Methods: 64-channel MCGs (1kHz, Hitachi) and standard SAECG were analyzed in 17 post-MI patients (LVEF 35±14%) and 14 ARVC patients who experienced VT. 2-D QRS maps were used to determine LV conduction time (LVCT, an interval from QRS onset the instance when leftward LV currents disappear) and the latest ventricular activation site.
Results: LP was undetermined in 5 ARVC and in 5 MI patients due to CRBBB/IVCD on ECG (QRS≥110ms). LP was detectable in most (8/9, 89%) of ARVC patients, but in only 7 (53%) of 12 MI patients with QRS duration <110ms. Meanwhile, MCG detected abnormal conduction delay in RV area for all ARVC patients, and in LV area (compatible with infarct sites) for all MI patients, even presenting wide QRS. For MI patients with QRS<110ms, LVCT was similarly prolonged between patients with and without LP (84±9 vs 88±10ms, NS, 51+4ms measured in 25 healthy volunteers).
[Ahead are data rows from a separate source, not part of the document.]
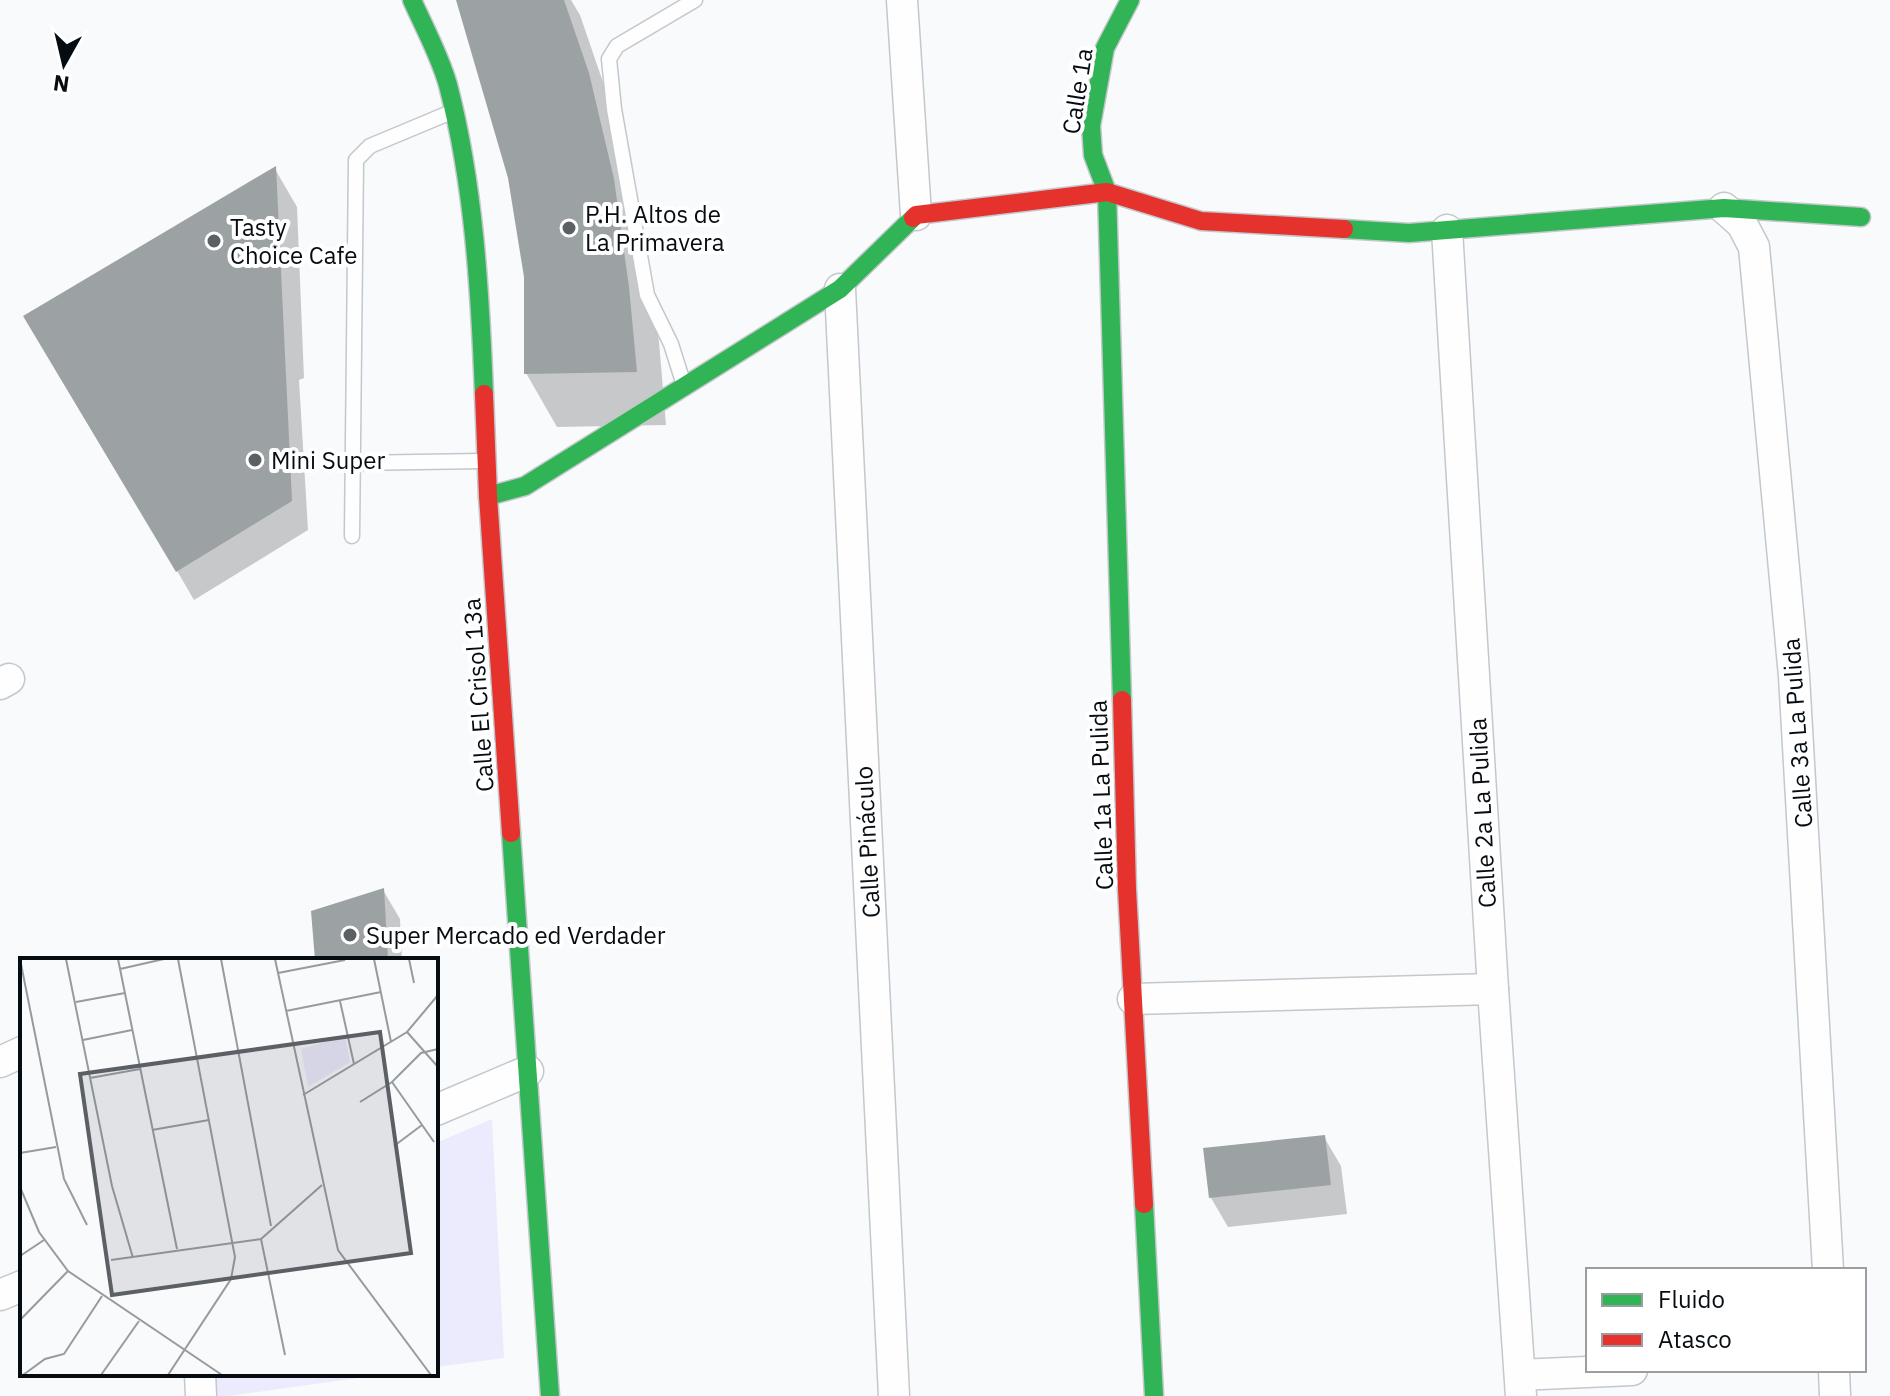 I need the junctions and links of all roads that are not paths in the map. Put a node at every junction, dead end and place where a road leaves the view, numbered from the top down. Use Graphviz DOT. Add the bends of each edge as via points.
graph roads {
  1 [pos="412,0"];
  2 [pos="695,0"];
  3 [pos="902,0"];
  4 [pos="1130,0"];
  5 [pos="453,112"];
  6 [pos="1107,192"];
  7 [pos="1724,208"];
  8 [pos="916,215"];
  9 [pos="1861,217"];
  10 [pos="1447,230"];
  11 [pos="840,289"];
  12 [pos="684,386"];
  13 [pos="487,461"];
  14 [pos="353,463"];
  15 [pos="488,496"];
  16 [pos="352,536"];
  17 [pos="1493,989"];
  18 [pos="1133,999"];
  19 [pos="20,1053"];
  20 [pos="0,1062"];
  21 [pos="528,1071"];
  22 [pos="438,1109"];
  23 [pos="1828,1268"];
  24 [pos="20,1287"];
  25 [pos="0,1295"];
  26 [pos="1618,1372"];
  27 [pos="1834,1372"];
  28 [pos="200,1376"];
  29 [pos="1520,1386"];
  30 [pos="201,1396"];
  31 [pos="550,1396"];
  32 [pos="894,1396"];
  33 [pos="1154,1396"];
  34 [pos="1835,1396"];
  1 -- 5 [label="street, Calle El Crisol 13a" via="447,82"];
  2 -- 12 [label="lane" via="617,46 609,59 647,295"];
  3 -- 8 [label="street"];
  4 -- 6 [label="street, Calle 1a" via="1105,48 1091,126 1093,155"];
  5 -- 13 [label="street, Calle El Crisol 13a" via="469,192 481,313"];
  5 -- 14 [label="lane" via="370,146 356,160"];
  6 -- 8 [label="street"];
  6 -- 10 [label="street" via="1201,221 1409,233"];
  6 -- 18 [label="street, Calle 1a La Pulida"];
  7 -- 9 [label="street"];
  7 -- 10 [label="street"];
  7 -- 23 [label="street, Calle 3a La Pulida" via="1742,224 1756,263 1794,676"];
  8 -- 11 [label="street"];
  10 -- 17 [label="street, Calle 2a La Pulida"];
  11 -- 12 [label="street"];
  11 -- 32 [label="street, Calle Pináculo"];
  12 -- 15 [label="street" via="525,486"];
  13 -- 14 [label="lane"];
  13 -- 15 [label="street, Calle El Crisol 13a"];
  14 -- 16 [label="lane"];
  15 -- 21 [label="street, Calle El Crisol 13a"];
  17 -- 18 [label="street"];
  17 -- 29 [label="street, Calle 2a La Pulida"];
  18 -- 33 [label="street, Calle 1a La Pulida"];
  19 -- 20 [label="street"];
  21 -- 22 [label="street"];
  21 -- 31 [label="street, Calle El Crisol 13a"];
  24 -- 25 [label="street"];
  26 -- 29 [label="street"];
  27 -- 34 [label="street"];
  28 -- 30 [label="street"];
}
Of note, the latest ventricular activation was recognized at the abnormally delayed activation site (infarct area) in all of 7 patients with LP, whereas significant RV activation was found during delayed LV activation in 4 of 5 patients without LP. (Figure).
Conclusions: MCG detected and localized marked conduction delay in the area corresponding to the infarct site in MI patients with VT. Physiological RV activation in the late QRS phase might obscure the appearance of late potentials originating from damaged LV.
- © 2012 by American Heart Association, Inc.